Whenever you send a business card to a booth – which is not a card at all but a generic summary of your equally generic profile – this sends an email with a default message to whoever the administrator for that booth is. The message reads:
Hi [Publisher Name],
[Journalist Name] from [Publication] dropped a business card in your booth. Please contact him at [email address].
Your names and your publication are chosen by you when you sign up, but you’ll also notice that the male pronoun “him” is also included – this is NOT chosen by you, and instead defaults to “he” with no option to change it, regardless of your gender.
When signing up for press access, you were required to send a range of personal information. On one hand, I’m pleased that all of my information wasn’t made available on the portal, since E3 doesn’t exactly have a stellar reputation regarding data handling. On the other, I can’t see why we couldn’t choose our gender when setting up our profile – which is auto-populated with our name, publication, and email details.
We all know that E3 is likely to tell us this is an “oversight,” but that’s exactly the issue. Women are fed up with being overlooked. Clearly, no one noticed that the system default assumes we are all male. I wonder if the result would have been different if the default pronouns were female?
Being a woman in this industry involves opening yourself up to abuse. The higher your profile, the more abuse you get. Inappropriate messages, threats, abusive DMs. In fact, I’ve already had requests from random strangers with no profile information at all asking to be my friend on the E3 portal. If past experience is anything to go by, these unwanted and slightly creepy requests from those refusing to give any personal details are likely to be predominantly from men and directed at women.

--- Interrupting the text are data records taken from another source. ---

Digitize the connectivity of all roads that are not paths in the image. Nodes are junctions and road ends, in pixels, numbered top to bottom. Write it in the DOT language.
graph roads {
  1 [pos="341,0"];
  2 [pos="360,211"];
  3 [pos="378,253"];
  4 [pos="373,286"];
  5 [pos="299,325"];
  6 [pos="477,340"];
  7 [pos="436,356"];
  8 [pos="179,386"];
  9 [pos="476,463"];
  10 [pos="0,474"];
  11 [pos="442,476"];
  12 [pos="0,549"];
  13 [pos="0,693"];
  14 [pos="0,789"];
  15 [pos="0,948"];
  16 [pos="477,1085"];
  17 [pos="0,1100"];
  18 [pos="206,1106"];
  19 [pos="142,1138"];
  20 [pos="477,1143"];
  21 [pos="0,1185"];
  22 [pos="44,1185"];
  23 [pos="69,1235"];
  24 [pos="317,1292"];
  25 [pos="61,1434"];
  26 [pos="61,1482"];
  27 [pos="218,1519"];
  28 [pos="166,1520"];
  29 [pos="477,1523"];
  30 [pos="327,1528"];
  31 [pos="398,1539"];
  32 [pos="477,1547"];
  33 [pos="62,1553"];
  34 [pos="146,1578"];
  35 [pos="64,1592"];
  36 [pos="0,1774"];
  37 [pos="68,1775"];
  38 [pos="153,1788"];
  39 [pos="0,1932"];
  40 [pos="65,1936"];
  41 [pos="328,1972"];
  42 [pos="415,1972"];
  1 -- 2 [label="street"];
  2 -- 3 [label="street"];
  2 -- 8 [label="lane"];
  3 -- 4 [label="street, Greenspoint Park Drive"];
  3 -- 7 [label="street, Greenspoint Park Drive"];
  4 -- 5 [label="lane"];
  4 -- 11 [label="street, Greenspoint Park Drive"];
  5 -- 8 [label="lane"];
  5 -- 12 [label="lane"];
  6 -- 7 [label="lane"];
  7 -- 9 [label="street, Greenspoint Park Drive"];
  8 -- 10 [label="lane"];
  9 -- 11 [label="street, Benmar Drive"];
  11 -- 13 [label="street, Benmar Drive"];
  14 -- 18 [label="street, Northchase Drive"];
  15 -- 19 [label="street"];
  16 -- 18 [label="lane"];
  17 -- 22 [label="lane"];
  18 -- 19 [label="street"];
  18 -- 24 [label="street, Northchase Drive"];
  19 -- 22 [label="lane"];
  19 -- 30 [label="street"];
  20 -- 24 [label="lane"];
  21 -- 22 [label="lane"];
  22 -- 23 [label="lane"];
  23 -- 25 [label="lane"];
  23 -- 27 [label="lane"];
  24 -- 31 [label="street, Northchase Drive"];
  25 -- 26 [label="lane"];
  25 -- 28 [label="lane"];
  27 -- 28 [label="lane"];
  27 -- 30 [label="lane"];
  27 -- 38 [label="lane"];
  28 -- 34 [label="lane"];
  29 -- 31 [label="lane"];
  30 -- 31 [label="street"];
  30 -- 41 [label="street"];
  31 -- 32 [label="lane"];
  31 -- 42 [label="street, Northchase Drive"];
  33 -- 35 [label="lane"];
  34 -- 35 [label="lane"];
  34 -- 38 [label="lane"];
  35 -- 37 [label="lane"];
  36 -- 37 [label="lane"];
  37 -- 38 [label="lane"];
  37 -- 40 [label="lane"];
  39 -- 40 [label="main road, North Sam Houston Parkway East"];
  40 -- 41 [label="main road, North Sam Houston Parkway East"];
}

Abuse, harassment, and sexism are everyday occurrences for many female journalists. If you’re a woman, a member of the LGBTQ+ community, a person of colour, or write about issues based around gender, sexuality, or race, then this increases heavily. In fact, as I write this article I am already preparing myself for the onslaught of abuse that will inevitably follow.
Far too many men only want women involved in games if they look good and conform to what they think a woman should be. Being taken seriously is a challenge, and this spills over into games themselves. Just look at the recent discourse about Aloy from Horizon Forbidden West. Her appearance has changed from the last game, and the reason is story-driven. She’s pale and ginger, a recipe for sunburn, and finds herself in Californian heat. As a result, she now looks red and blotchy, just as anyone with her complexion would. This is realism, but realism isn’t the way a certain section of men want their female protagonists. They’d rather Aloy look like she overdid it with the Snapchat filters.
Aloy represents the same issue as the E3 portal defaulting to “him” – being a woman in gaming is hard. We often feel like we’re in a constant battle to be recognized as equals. E3 casually misgendering people in introductions only makes the problem worse. This is one of the biggest events in the gaming industry, and they’ve failed to notice something that undermines every single non-male who signed up for the event. In an industry that has spent the last year reluctantly apologizing for inappropriate behavior against women, a move that feels like an erasure of our identity hurts, a lot.
The games industry has a long way to go before women can feel equal and valued, E3 should be leading the charge but it seems they failed at the first hurdle.